If you’re looking for a low-impact sport and enjoy stunning sunrises, rowing could be for you. Get into the swing of it with the Riverway Rowing Club.
With 155 members aged 14 to 72, the Riverway Rowing Club is based out of the Loam Island Community Centre on Riverway Drive in Rasmussen. Members train in the coolness of early mornings or late afternoons and the membership base has a strong junior component through the rowing programs of Townsville Grammar School, Ryan Catholic School and Thuringowa State High School.
While the youngest members of the club join through their school rowing programs, adult club members join via the Learn-to-Row programs. From there, they find rowing partners and join existing crews in order to train towards club and state regattas or simply enjoy the social side of the sport.
University student Elizabeth Roche (Lizzie) joined Riverway Rowing Club through a school training program and has never looked back.
“I’m hooked. I love that rowing is both technically and physically challenging and it’s a social as well as a competitive sport,” Lizzie says.
“Rowing engages almost every muscle in the body but it’s low impact, so it’s great for general fitness and overall toning and muscle strength.
“We’re often treated to stunning sunrises and the wildlife is teeming at dawn. It puts me in a good mood for the rest of the day.”
Following a suggestion from his wife that he give rowing a try, Wayne Roy joined the Riverway Rowing Club in 2010. Now Vice-President of the club, he says the rhythmic feeling of rowing draws you in.
“You develop a craving for attaining a rhythm that’s smooth, efficient and fast,” Wayne says.
“It’s a lot harder to achieve than it looks but for those who endure the positive addiction will prevail.”
So far, Wayne’s biggest personal success was winning all heats and finals in the three Men’s Masters Single local North Queensland regattas last year. He also enjoys coaching the Townsville Grammar School rowing team.
“It’s a pleasure to see others under instruction perform at a high standard,” he says.
“Whether you just want to enjoy a social row or you want to compete at world regattas, there’s a place for you in the Riverway Rowing Club.”
She only started rowing four years ago but Carolyn MacDonald has already progressed to rowing at state and national level.

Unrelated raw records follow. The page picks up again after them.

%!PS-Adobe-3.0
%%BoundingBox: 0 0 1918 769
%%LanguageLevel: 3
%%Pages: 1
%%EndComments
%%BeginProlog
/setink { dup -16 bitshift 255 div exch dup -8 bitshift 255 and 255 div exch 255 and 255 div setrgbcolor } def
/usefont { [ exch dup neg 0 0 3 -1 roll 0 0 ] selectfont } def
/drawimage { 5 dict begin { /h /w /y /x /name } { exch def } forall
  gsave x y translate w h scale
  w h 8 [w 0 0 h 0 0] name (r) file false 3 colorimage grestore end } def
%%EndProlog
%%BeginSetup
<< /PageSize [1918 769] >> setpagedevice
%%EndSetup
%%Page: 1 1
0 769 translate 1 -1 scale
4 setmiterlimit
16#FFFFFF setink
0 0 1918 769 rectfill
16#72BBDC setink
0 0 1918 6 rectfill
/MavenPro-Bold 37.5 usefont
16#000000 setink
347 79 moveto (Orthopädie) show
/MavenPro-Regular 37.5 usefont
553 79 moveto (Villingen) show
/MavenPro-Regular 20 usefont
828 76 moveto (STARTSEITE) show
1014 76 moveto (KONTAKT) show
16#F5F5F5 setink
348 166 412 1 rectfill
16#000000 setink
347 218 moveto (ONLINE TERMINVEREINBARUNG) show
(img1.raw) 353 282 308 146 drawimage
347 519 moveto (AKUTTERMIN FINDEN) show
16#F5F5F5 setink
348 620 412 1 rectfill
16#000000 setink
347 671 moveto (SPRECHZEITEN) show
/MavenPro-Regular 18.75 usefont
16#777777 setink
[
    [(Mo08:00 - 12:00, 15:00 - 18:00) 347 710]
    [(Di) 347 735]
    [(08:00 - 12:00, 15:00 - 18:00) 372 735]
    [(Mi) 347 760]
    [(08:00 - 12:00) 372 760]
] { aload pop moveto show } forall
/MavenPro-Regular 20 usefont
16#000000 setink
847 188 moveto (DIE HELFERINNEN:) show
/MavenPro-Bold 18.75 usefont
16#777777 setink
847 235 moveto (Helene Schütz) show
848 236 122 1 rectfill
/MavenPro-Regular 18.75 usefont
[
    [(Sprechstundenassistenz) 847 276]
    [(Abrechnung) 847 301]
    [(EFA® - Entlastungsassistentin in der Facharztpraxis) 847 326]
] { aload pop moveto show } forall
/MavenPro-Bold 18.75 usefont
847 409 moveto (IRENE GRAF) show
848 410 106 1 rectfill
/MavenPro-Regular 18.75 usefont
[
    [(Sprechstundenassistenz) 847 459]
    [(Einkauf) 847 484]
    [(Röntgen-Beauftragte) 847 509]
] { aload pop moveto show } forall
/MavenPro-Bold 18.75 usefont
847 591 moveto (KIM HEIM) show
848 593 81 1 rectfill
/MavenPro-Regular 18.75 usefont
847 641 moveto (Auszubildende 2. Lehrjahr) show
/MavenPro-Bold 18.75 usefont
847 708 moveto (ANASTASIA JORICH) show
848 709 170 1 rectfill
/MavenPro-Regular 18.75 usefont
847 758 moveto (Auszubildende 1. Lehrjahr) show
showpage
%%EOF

“After years spent sitting on the bank watching my children make it look easy, I found out the hard way that rowing isn’t as easy as it looks,” Carolyn says.
“But there’s a certain satisfaction at being out on the water with a group of like-minded people at 5 o’clock in the morning and seeing the world waking up.”
Carolyn was voted in as the female club captain this year and last year competed as part of the North Queensland Masters eight and a reserve for the quad, which went on to compete as the Queensland Quad at national level.
“We’re heading away again at the end of the month to compete at the Queensland State Masters Championships,” Carolyn says.
“It’s the largest number of ladies from the club to make selection in the club’s history, with seven of us in the eight and three in the quad.”